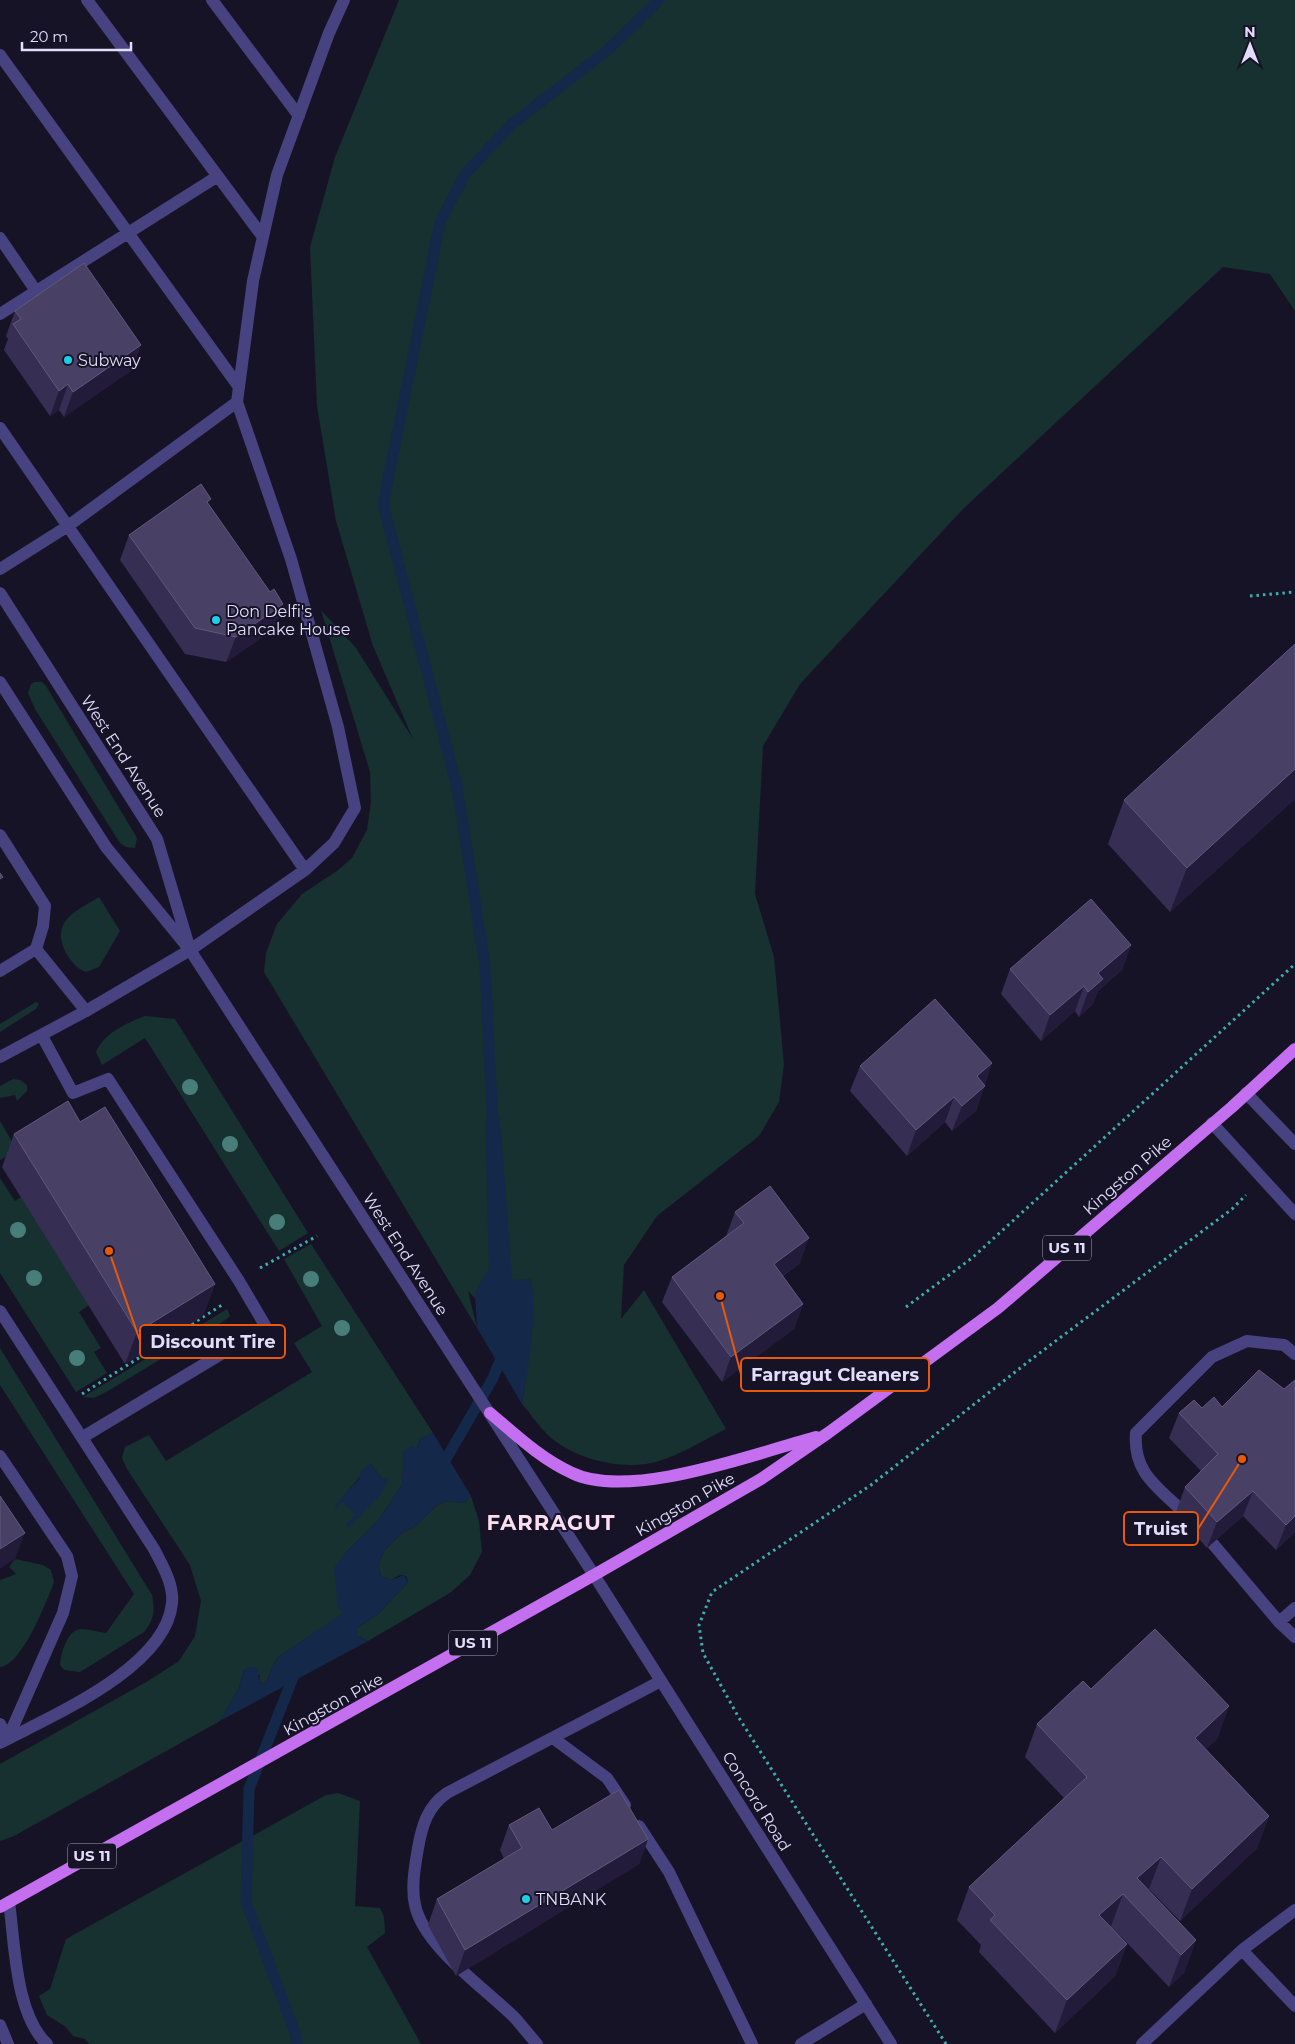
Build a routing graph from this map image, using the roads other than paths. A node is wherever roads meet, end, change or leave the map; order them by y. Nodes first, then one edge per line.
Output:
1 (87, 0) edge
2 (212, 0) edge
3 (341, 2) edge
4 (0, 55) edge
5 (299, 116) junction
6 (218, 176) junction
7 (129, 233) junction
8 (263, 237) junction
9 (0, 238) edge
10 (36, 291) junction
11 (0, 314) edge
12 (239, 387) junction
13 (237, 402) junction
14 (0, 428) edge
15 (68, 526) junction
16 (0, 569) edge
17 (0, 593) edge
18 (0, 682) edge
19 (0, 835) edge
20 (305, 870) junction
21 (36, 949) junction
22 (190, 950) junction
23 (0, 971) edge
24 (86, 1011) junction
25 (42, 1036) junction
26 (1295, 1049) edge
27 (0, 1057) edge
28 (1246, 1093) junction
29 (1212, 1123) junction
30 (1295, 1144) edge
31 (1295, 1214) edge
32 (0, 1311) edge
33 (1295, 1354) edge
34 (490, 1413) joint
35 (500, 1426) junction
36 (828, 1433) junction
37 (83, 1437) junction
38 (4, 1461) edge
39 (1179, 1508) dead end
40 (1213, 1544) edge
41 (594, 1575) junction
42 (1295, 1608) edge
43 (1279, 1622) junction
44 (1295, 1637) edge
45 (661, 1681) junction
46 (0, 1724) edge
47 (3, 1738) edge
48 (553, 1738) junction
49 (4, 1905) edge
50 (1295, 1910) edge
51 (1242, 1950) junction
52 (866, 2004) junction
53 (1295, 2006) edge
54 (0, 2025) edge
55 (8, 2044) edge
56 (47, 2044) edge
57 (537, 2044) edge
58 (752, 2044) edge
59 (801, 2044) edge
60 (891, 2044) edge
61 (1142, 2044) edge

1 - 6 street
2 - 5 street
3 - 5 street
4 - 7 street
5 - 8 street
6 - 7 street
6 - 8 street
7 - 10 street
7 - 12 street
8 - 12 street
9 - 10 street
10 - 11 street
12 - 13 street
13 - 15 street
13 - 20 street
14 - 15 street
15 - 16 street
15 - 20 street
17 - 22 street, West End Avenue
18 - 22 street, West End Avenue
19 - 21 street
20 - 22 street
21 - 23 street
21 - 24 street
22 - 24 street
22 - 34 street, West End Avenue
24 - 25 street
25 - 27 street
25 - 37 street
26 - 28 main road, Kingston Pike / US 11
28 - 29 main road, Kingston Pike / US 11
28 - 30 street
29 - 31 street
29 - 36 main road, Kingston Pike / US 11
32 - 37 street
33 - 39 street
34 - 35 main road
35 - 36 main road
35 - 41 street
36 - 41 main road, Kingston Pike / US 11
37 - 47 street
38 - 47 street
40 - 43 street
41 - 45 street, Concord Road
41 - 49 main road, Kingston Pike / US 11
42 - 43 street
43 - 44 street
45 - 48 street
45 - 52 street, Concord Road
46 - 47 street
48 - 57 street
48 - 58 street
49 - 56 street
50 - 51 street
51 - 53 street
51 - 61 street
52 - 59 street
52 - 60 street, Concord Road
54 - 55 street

==========

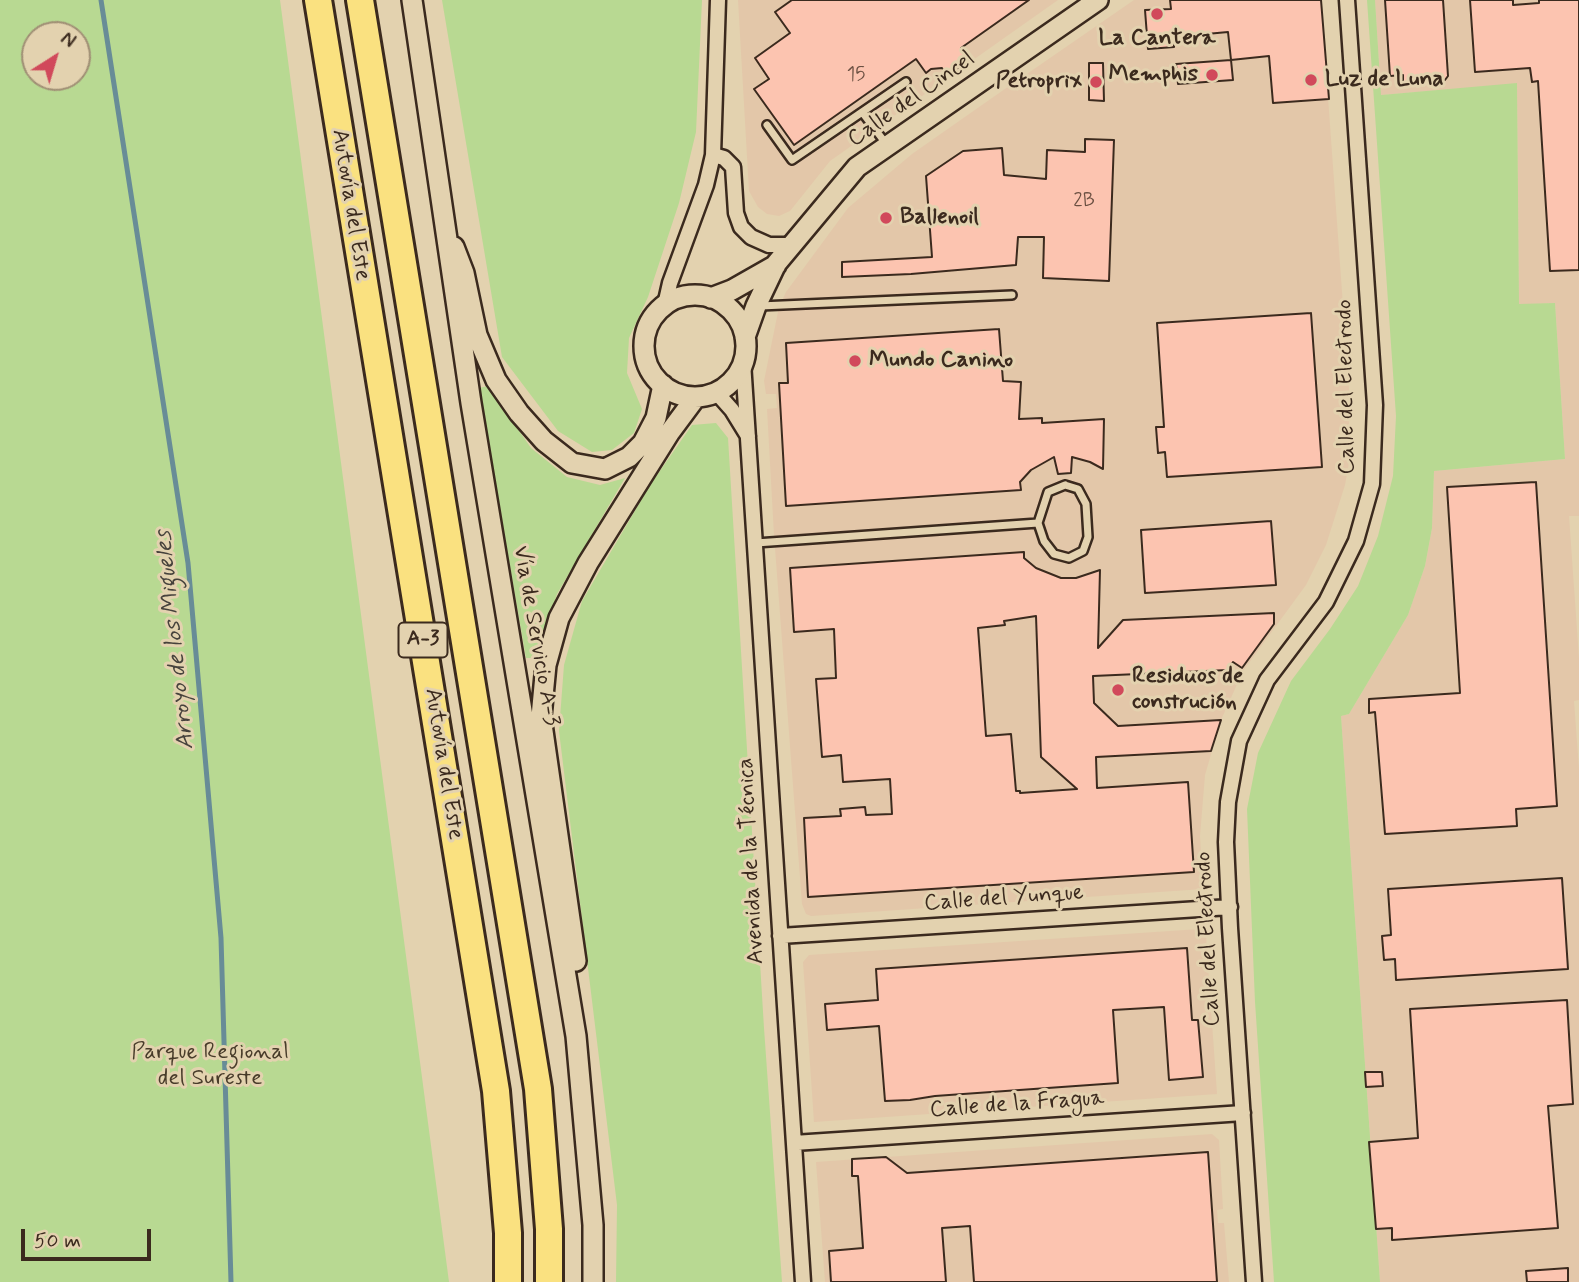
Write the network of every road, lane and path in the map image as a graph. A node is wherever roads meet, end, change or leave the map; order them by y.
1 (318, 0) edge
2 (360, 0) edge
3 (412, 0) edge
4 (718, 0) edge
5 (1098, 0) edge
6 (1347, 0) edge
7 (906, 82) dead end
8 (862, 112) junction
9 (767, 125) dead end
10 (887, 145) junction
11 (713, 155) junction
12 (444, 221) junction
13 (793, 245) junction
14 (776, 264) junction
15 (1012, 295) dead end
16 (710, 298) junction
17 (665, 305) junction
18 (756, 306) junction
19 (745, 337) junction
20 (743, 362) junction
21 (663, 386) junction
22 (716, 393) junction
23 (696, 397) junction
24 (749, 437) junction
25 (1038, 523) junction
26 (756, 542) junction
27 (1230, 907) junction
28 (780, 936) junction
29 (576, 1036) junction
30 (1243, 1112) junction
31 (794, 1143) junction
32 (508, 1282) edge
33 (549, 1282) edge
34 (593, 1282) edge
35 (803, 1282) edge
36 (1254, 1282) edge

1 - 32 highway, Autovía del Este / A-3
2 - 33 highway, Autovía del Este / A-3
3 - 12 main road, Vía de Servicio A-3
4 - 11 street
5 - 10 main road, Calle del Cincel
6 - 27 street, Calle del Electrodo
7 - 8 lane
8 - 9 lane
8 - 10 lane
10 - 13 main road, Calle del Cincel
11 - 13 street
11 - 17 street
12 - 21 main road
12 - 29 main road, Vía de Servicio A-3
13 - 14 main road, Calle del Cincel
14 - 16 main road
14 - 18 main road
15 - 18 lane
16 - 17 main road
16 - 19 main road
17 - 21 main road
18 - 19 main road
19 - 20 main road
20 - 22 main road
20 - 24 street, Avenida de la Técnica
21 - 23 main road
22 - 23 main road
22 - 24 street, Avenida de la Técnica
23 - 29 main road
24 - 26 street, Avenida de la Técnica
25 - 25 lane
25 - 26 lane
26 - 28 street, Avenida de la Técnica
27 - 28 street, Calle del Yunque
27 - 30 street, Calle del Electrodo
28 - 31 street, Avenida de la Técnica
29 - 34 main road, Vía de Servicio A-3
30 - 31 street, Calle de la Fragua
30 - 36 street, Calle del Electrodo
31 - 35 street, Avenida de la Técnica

==========

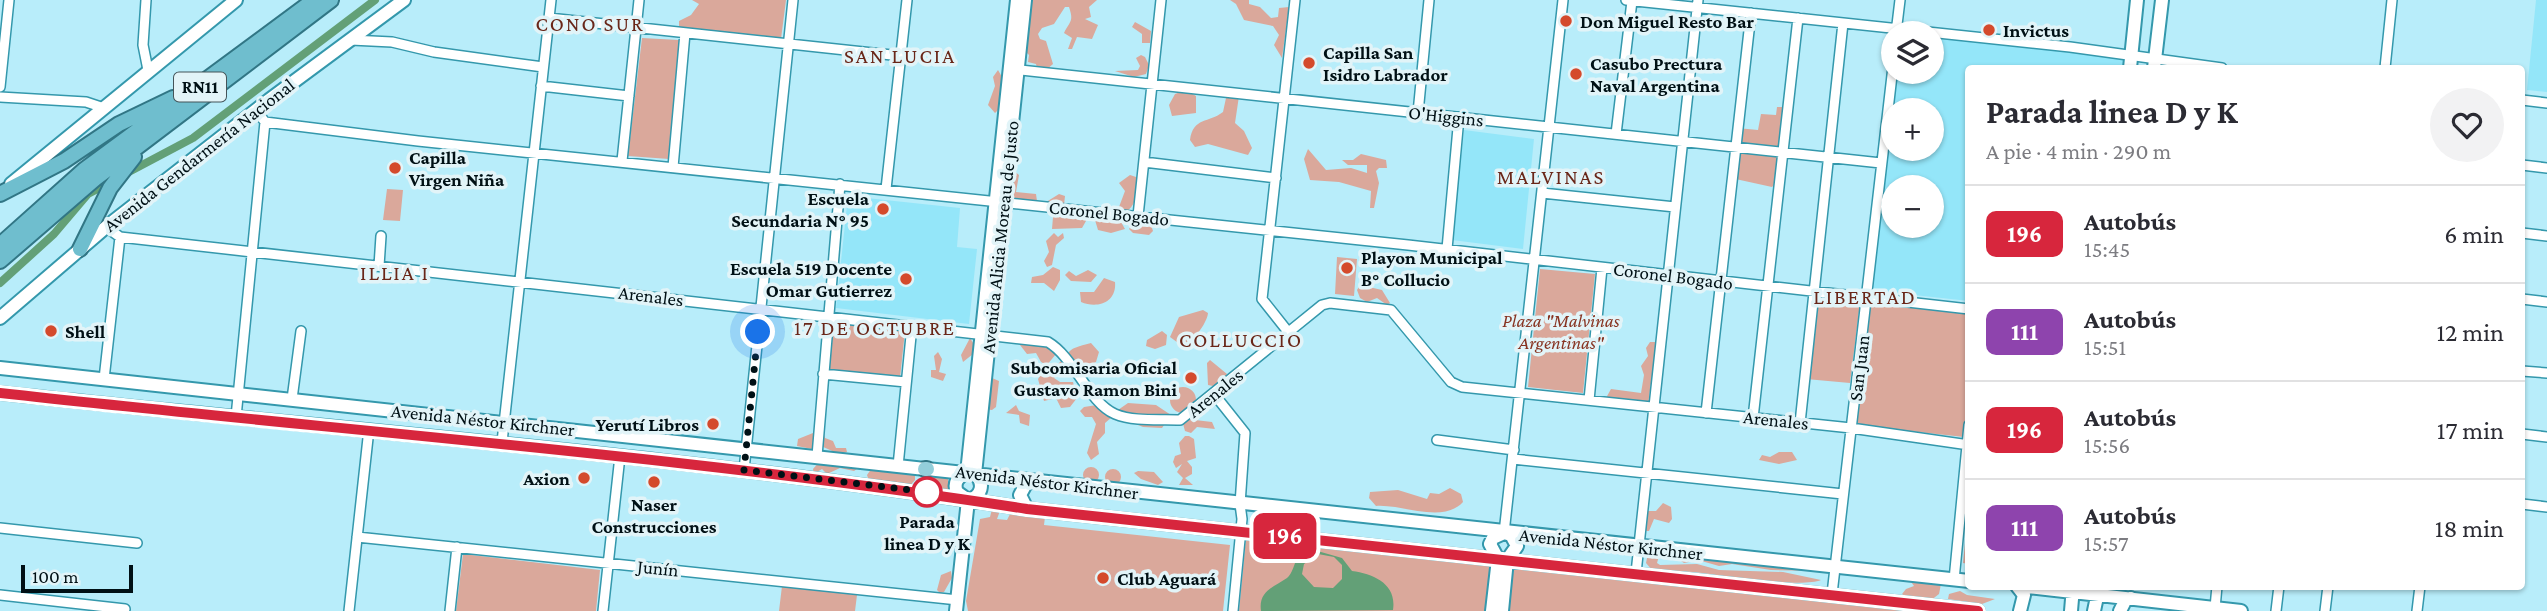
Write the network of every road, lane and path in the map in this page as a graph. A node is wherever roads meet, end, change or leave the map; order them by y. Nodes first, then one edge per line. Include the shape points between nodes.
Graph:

==========

- **TASK ITEM**: Respond with only the number of lines in the data that include the string "Nodes".

- **ANSWER TO THE PROBLEM**: 2